Viel Wirbel um marode Turnhalle

Große Aufregung verursachte vor fast genau einem Jahr die Turnhalle in Bisten. Der Gemeinderat Überherrn hatte in geheimer Abstimmung mehrheitlich den Abriss beschlossen, Wochen später rollte der Bagger an und riss das marode Gemäuer nieder.

1964 erbaut, hatte die Turnhalle Bisten es nicht einmal bis zu ihrem 50. Geburtstag geschafft. Zu lange war diese Sportstätte vernachlässigt worden. Zum Schluss standen Wassereimer und Wannen statt Sportler auf der Spielfläche im Innern, um die Regenphasen zu bewältigen. Wo Wasser nicht durch die Decke tropfte, sickerte es durch Risse im Beton. In angrenzenden Räumen hing dunkler Schimmel an den Wänden. Stählerne Fensterrahmen waren massiv durchgerostet, an einer Fassade konnten Backsteine problemlos mit zwei Fingern aus der Wand gezogen werden. Die jahrzehntelange Vernachlässigung hatte zu Schäden geführt, für deren Sanierung ein Gutachten mindestens 400 000 Euro veranschlagt hatte. Vermutlich werde es mehr, hieß es damals, wenn das marode Gemäuer tatsächlich angegangen werde.

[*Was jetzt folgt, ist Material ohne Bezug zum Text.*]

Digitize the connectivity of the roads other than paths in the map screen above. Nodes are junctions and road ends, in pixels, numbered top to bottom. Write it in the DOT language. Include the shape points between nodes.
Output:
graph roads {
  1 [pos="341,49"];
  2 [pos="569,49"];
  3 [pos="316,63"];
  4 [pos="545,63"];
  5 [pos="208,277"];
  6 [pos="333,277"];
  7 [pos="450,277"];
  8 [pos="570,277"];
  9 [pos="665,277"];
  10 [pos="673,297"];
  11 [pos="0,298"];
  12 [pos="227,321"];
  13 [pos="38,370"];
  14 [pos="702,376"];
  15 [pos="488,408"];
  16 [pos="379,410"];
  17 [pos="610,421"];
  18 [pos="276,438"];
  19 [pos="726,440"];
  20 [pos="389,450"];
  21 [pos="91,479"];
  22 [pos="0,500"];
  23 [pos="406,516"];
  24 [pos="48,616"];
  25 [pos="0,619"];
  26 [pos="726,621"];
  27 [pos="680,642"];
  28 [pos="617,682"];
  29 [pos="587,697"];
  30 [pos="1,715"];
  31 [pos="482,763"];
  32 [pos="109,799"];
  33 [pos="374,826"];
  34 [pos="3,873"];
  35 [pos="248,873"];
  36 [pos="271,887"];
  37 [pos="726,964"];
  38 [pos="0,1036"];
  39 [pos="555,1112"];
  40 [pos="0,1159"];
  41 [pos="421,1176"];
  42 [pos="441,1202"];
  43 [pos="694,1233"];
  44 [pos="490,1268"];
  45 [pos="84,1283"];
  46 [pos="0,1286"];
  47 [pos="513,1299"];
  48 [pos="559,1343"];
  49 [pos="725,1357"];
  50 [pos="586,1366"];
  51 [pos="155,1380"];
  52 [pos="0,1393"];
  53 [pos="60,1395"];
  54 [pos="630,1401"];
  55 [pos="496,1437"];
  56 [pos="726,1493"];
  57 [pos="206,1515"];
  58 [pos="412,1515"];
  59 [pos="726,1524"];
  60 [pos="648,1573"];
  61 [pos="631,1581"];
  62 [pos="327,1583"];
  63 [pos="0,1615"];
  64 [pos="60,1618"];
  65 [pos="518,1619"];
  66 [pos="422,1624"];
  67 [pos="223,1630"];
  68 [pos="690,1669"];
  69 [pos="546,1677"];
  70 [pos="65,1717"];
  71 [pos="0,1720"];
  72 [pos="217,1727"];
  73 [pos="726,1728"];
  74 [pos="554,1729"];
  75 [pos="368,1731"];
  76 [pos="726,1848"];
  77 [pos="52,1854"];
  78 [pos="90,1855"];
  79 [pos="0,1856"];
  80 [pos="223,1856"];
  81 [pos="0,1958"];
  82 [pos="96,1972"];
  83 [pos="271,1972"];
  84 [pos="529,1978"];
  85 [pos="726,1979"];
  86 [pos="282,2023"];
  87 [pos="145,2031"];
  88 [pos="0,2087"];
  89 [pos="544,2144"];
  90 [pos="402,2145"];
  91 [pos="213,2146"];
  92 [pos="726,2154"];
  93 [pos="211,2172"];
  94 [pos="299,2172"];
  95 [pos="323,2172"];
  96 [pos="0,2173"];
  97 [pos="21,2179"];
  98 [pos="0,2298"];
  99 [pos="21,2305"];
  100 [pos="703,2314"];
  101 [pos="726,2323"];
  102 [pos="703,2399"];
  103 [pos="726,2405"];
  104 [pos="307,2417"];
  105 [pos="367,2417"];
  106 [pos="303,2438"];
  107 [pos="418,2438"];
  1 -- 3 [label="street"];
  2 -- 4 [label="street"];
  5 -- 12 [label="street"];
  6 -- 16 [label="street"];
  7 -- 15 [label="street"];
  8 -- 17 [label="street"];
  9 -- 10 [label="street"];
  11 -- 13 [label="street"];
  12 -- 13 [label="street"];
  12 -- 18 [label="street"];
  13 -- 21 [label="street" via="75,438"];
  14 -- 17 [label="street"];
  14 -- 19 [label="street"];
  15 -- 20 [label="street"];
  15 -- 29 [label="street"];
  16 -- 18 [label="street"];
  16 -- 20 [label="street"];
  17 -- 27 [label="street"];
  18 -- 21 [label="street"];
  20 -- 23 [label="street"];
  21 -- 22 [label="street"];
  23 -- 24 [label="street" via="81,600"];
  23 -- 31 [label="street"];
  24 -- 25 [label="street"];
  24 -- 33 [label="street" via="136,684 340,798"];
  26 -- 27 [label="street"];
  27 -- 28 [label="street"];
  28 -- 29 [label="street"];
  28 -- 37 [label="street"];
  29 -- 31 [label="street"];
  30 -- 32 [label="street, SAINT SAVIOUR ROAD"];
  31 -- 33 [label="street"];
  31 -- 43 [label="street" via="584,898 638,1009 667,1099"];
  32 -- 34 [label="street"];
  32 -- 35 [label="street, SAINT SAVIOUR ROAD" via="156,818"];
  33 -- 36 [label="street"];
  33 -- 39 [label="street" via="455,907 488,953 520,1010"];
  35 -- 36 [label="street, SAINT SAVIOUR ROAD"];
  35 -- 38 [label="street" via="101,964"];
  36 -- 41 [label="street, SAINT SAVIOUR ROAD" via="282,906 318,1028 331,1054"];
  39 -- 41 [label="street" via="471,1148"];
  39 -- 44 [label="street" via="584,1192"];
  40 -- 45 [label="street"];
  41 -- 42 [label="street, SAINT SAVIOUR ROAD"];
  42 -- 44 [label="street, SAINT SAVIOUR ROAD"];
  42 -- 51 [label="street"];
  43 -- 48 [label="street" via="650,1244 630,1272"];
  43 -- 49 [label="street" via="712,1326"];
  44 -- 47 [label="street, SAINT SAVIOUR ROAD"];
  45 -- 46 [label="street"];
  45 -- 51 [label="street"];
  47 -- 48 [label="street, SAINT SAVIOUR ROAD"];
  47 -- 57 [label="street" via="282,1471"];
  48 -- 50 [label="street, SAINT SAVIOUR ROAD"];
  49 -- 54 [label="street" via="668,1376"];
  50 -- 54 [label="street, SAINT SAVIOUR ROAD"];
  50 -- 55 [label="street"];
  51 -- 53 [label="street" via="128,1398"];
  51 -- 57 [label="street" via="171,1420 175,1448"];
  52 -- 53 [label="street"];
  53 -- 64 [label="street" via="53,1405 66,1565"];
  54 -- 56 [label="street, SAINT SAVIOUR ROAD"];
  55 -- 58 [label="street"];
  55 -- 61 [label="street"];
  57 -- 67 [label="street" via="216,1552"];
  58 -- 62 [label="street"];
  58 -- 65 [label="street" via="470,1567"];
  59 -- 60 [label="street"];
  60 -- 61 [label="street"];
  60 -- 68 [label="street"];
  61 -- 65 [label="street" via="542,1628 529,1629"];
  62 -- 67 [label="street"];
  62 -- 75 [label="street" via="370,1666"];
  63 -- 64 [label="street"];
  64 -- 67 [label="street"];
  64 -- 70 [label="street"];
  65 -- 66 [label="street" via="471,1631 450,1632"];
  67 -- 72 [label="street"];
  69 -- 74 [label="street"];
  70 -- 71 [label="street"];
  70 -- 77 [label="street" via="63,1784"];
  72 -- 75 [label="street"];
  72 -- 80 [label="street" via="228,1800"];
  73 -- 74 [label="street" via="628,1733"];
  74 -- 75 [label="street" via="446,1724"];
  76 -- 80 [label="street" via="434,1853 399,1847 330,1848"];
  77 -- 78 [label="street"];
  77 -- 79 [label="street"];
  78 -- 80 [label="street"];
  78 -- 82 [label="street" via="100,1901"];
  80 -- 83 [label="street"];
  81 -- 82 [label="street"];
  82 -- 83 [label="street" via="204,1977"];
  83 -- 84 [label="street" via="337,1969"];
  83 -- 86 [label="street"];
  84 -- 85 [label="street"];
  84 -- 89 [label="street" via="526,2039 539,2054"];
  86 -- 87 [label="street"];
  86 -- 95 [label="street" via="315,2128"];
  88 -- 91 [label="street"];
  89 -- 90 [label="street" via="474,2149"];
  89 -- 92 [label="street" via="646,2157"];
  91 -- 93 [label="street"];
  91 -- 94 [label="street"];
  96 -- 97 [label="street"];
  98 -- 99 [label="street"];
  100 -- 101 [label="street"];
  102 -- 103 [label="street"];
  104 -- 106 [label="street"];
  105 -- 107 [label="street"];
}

Trotzdem gab es Stimmen für den weiteren Erhalt. Denn der Nutzungsgrad sei sehr hoch, und für eine Dachsanierung stünden im Haushalt 2013 an die 50 000 Euro. Doch für die erforderliche Komplettsanierung der Turnhalle Bisten lag zu keiner Zeit ein überzeugendes Finanzierungskonzept vor.

Der Überherrner Bürgermeister Bernd Gillo schätzte die Sanierungskosten eher auf eine halbe Million Euro. Dagegen lag nach seiner Darstellung "der Restbuchwert der Halle bei knapp 8000 Euro".

In einer von der CDU beantragten geheimen Abstimmung fiel im November 2013 die Entscheidung zum Abriss der Bistener Turnhalle. Dabei gab es 23 Ja-, sechs Nein-Stimmen und eine Enthaltung.

Seit dem Abriss der Turnhalle baut die Bürgerwerkstatt in Bisten das frei gewordene Gelände zum vielseitig nutzbaren Dorfplatz um. Bereits bestehende Garagen wurden erweitert, es folgt noch ein zusätzlicher Anbau. Damit haben Feuerwehr und Dorfgemeinschaft mehr Platz für ihre Aktivitäten. Am östlichen Rand des Geländes ist eine Toilettenanlage geplant, dazu eine Rampe zum angrenzenden Vereinshaus. Beides soll behindertengerecht ausgeführt werden. Für den Platz selbst ist ein wasserdurchlässiger Belag vorgesehen. Insgesamt sind für die Neugestaltung rund 140 000 Euro vorgesehen, 50 Prozent davon sind Fördermittel. Im Frühjahr 2015 soll das Gelände fertig werden.